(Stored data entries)
= = = =

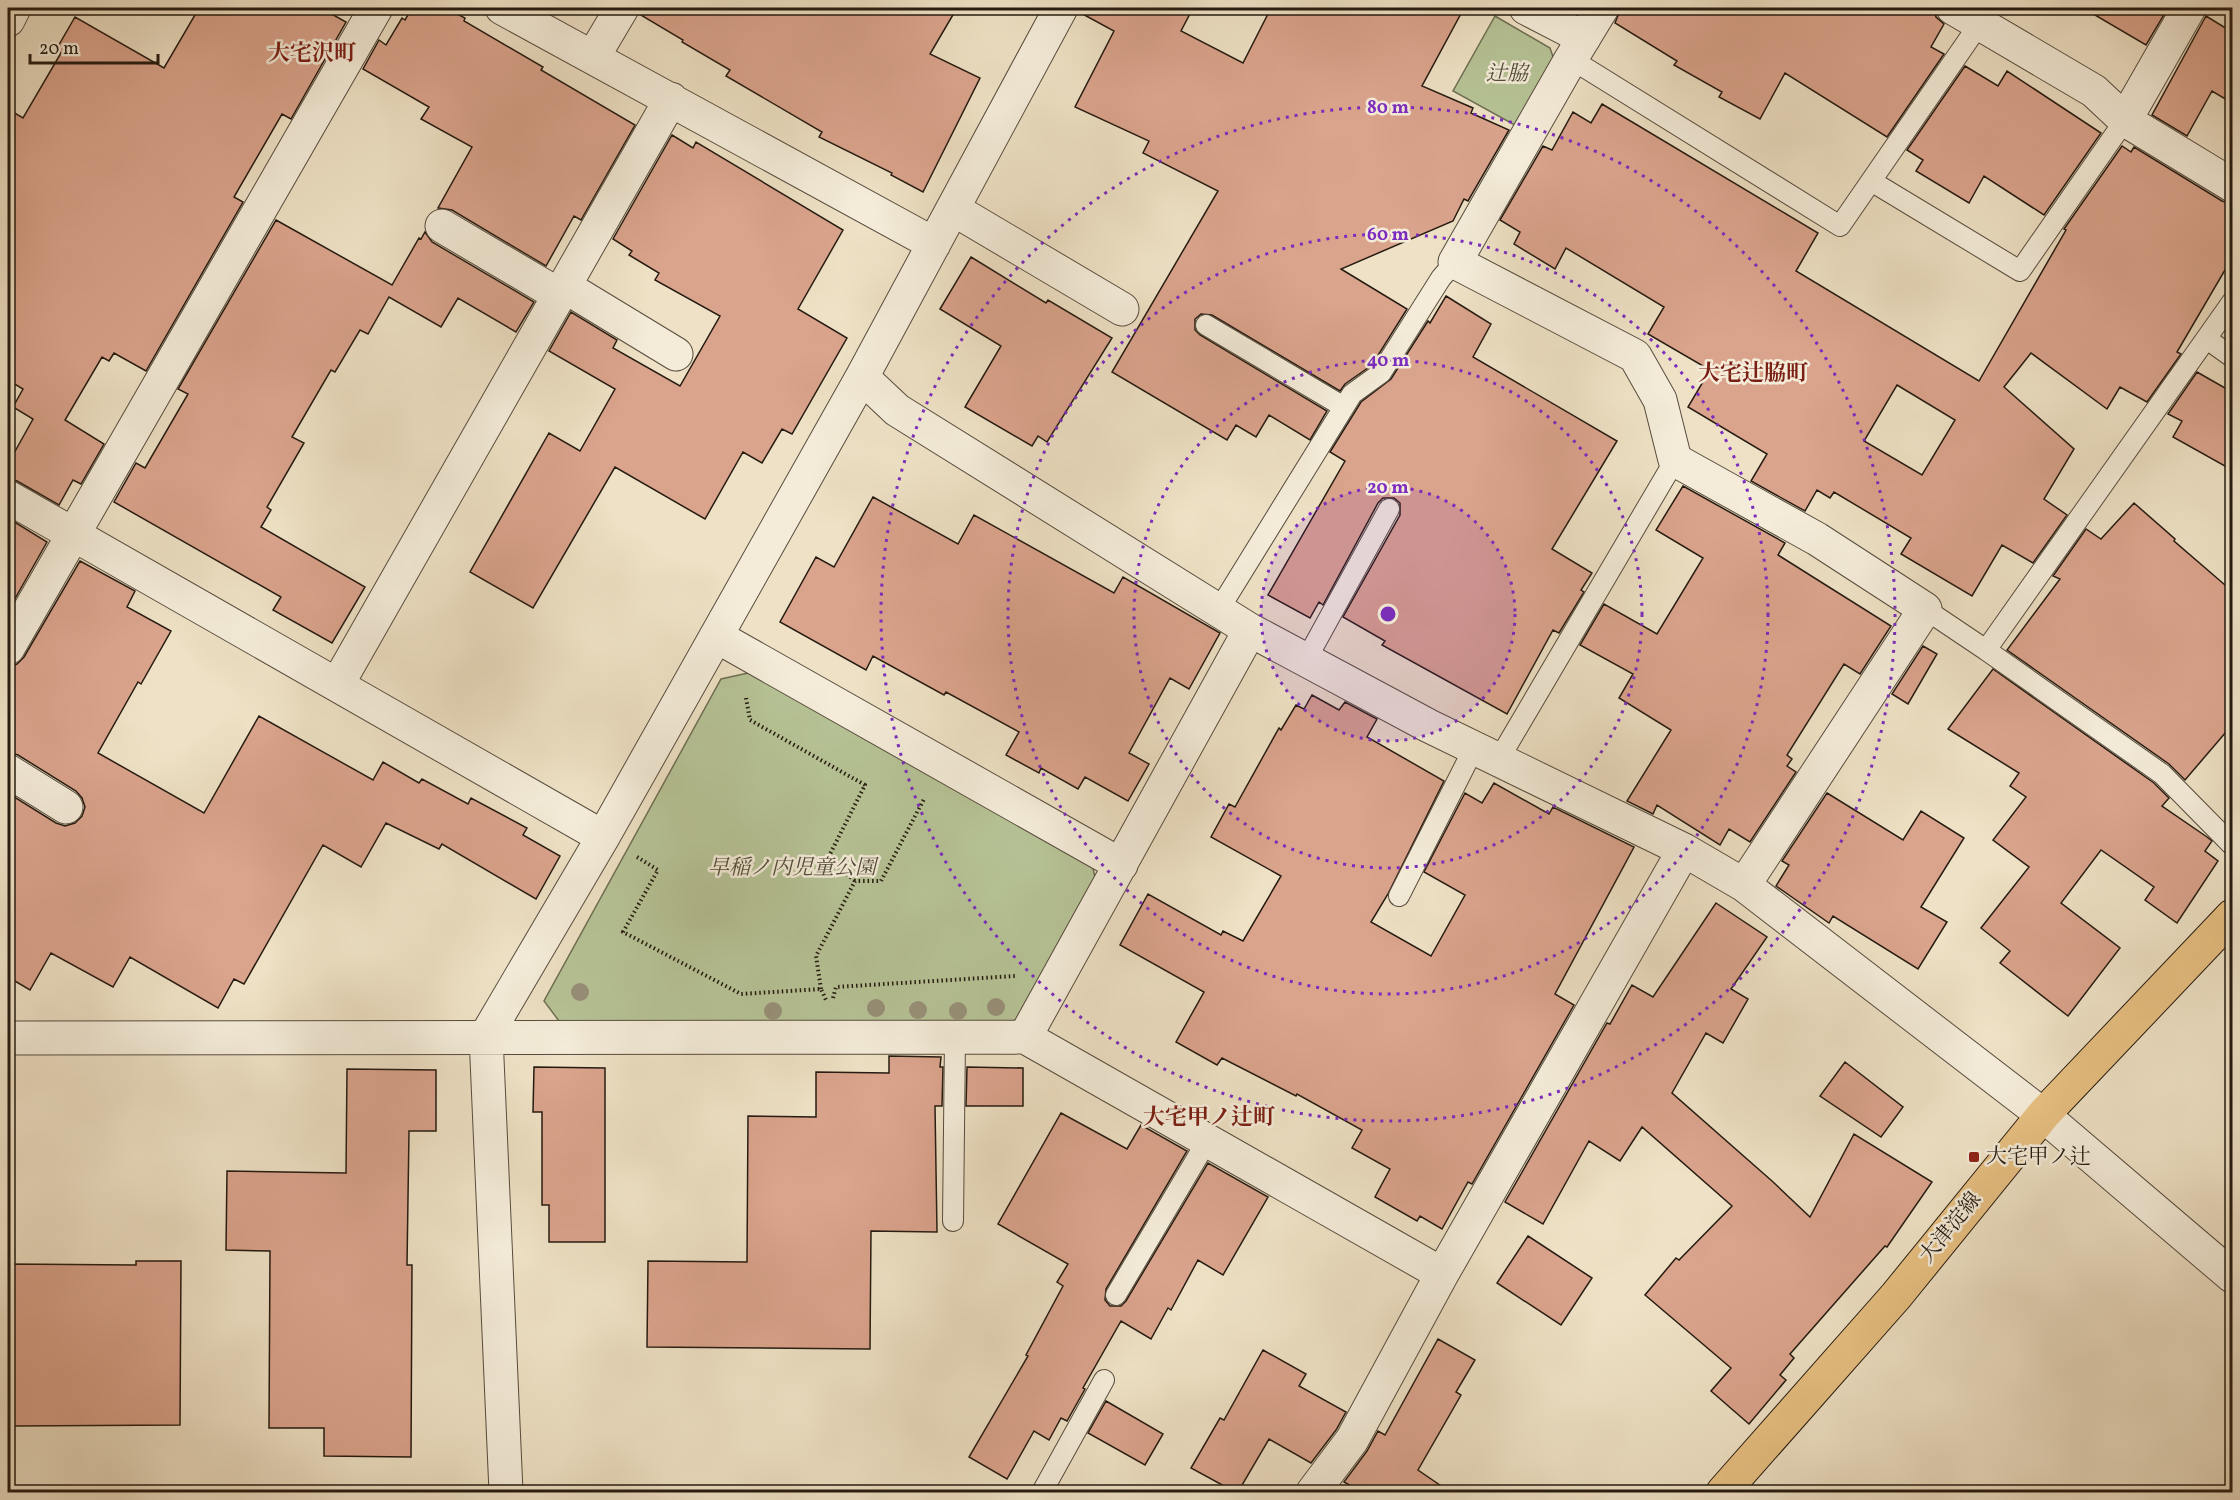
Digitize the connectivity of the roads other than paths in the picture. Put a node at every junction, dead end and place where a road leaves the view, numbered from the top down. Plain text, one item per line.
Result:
1 (14, 8) edge
2 (376, 8) edge
3 (502, 8) edge
4 (622, 8) edge
5 (1061, 8) edge
6 (1526, 8) edge
7 (1602, 8) edge
8 (2189, 8) edge
9 (1966, 15) edge
10 (8, 20) edge
11 (1577, 48) junction
12 (593, 57) junction
13 (670, 99) junction
14 (2125, 120) junction
15 (1871, 181) junction
16 (2232, 184) edge
17 (953, 209) junction
18 (442, 226) dead end
19 (934, 244) junction
20 (1455, 262) junction
21 (562, 291) junction
22 (2232, 302) edge
23 (1122, 309) dead end
24 (1206, 325) dead end
25 (2206, 339) junction
26 (676, 354) dead end
27 (2232, 357) edge
28 (862, 377) junction
29 (1344, 407) junction
30 (1675, 460) junction
31 (8, 497) edge
32 (1389, 509) dead end
33 (73, 533) junction
34 (1925, 609) junction
35 (1218, 611) junction
36 (1250, 630) junction
37 (716, 636) junction
38 (8, 648) edge
39 (1986, 650) junction
40 (1306, 660) junction
41 (337, 685) junction
42 (1487, 754) junction
43 (8, 771) edge
44 (66, 807) dead end
45 (603, 837) junction
46 (2232, 845) edge
47 (1684, 850) junction
48 (1120, 865) junction
49 (1744, 885) junction
50 (1399, 896) dead end
51 (2232, 916) edge
52 (486, 1036) junction
53 (955, 1037) junction
54 (1024, 1037) junction
55 (8, 1038) edge
56 (2043, 1114) junction
57 (1206, 1141) junction
58 (953, 1221) dead end
59 (1442, 1274) junction
60 (2232, 1276) edge
61 (1116, 1295) dead end
62 (1104, 1380) dead end
63 (506, 1492) edge
64 (1042, 1492) edge
65 (1313, 1492) edge
66 (1723, 1492) edge

1 - 10 street
2 - 33 street
3 - 12 street
4 - 12 street
5 - 17 street
6 - 11 street
7 - 11 street
8 - 14 street
9 - 14 street
9 - 15 lane
11 - 15 lane
11 - 20 street
12 - 13 street
13 - 19 street
13 - 21 street
14 - 15 lane
14 - 16 street
17 - 19 street
17 - 23 street
18 - 21 street
19 - 28 street
20 - 29 lane
20 - 30 street
21 - 26 street
21 - 41 street
22 - 25 lane
24 - 29 lane
25 - 27 lane
25 - 39 lane
28 - 35 street
28 - 37 street
29 - 35 lane
30 - 34 street
30 - 42 lane
31 - 33 street
32 - 40 lane
33 - 38 street
33 - 41 street
34 - 39 lane
34 - 49 street
35 - 36 street
36 - 40 street
36 - 48 street
37 - 45 street
37 - 48 street
39 - 46 lane
40 - 42 street
41 - 45 street
42 - 47 street
42 - 50 lane
43 - 44 street
45 - 52 street
47 - 49 street
47 - 59 street
48 - 54 street
49 - 56 street
51 - 56 main road, 大津淀線
52 - 53 street
52 - 55 street
52 - 63 street
53 - 54 street
53 - 58 lane
54 - 57 street
56 - 60 street
56 - 66 main road, 大津淀線
57 - 59 street
57 - 61 lane
59 - 65 street
62 - 64 lane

= = = =

REQUIRED ACTION: Extract the text of all the records above verbatim, excluding pictures.

EXERCISE OUTPUT:
Digitize the connectivity of the roads other than paths in the picture. Put a node at every junction, dead end and place where a road leaves the view, numbered from the top down. Plain text, one item per line.
Result:
1 (14, 8) edge
2 (376, 8) edge
3 (502, 8) edge
4 (622, 8) edge
5 (1061, 8) edge
6 (1526, 8) edge
7 (1602, 8) edge
8 (2189, 8) edge
9 (1966, 15) edge
10 (8, 20) edge
11 (1577, 48) junction
12 (593, 57) junction
13 (670, 99) junction
14 (2125, 120) junction
15 (1871, 181) junction
16 (2232, 184) edge
17 (953, 209) junction
18 (442, 226) dead end
19 (934, 244) junction
20 (1455, 262) junction
21 (562, 291) junction
22 (2232, 302) edge
23 (1122, 309) dead end
24 (1206, 325) dead end
25 (2206, 339) junction
26 (676, 354) dead end
27 (2232, 357) edge
28 (862, 377) junction
29 (1344, 407) junction
30 (1675, 460) junction
31 (8, 497) edge
32 (1389, 509) dead end
33 (73, 533) junction
34 (1925, 609) junction
35 (1218, 611) junction
36 (1250, 630) junction
37 (716, 636) junction
38 (8, 648) edge
39 (1986, 650) junction
40 (1306, 660) junction
41 (337, 685) junction
42 (1487, 754) junction
43 (8, 771) edge
44 (66, 807) dead end
45 (603, 837) junction
46 (2232, 845) edge
47 (1684, 850) junction
48 (1120, 865) junction
49 (1744, 885) junction
50 (1399, 896) dead end
51 (2232, 916) edge
52 (486, 1036) junction
53 (955, 1037) junction
54 (1024, 1037) junction
55 (8, 1038) edge
56 (2043, 1114) junction
57 (1206, 1141) junction
58 (953, 1221) dead end
59 (1442, 1274) junction
60 (2232, 1276) edge
61 (1116, 1295) dead end
62 (1104, 1380) dead end
63 (506, 1492) edge
64 (1042, 1492) edge
65 (1313, 1492) edge
66 (1723, 1492) edge

1 - 10 street
2 - 33 street
3 - 12 street
4 - 12 street
5 - 17 street
6 - 11 street
7 - 11 street
8 - 14 street
9 - 14 street
9 - 15 lane
11 - 15 lane
11 - 20 street
12 - 13 street
13 - 19 street
13 - 21 street
14 - 15 lane
14 - 16 street
17 - 19 street
17 - 23 street
18 - 21 street
19 - 28 street
20 - 29 lane
20 - 30 street
21 - 26 street
21 - 41 street
22 - 25 lane
24 - 29 lane
25 - 27 lane
25 - 39 lane
28 - 35 street
28 - 37 street
29 - 35 lane
30 - 34 street
30 - 42 lane
31 - 33 street
32 - 40 lane
33 - 38 street
33 - 41 street
34 - 39 lane
34 - 49 street
35 - 36 street
36 - 40 street
36 - 48 street
37 - 45 street
37 - 48 street
39 - 46 lane
40 - 42 street
41 - 45 street
42 - 47 street
42 - 50 lane
43 - 44 street
45 - 52 street
47 - 49 street
47 - 59 street
48 - 54 street
49 - 56 street
51 - 56 main road, 大津淀線
52 - 53 street
52 - 55 street
52 - 63 street
53 - 54 street
53 - 58 lane
54 - 57 street
56 - 60 street
56 - 66 main road, 大津淀線
57 - 59 street
57 - 61 lane
59 - 65 street
62 - 64 lane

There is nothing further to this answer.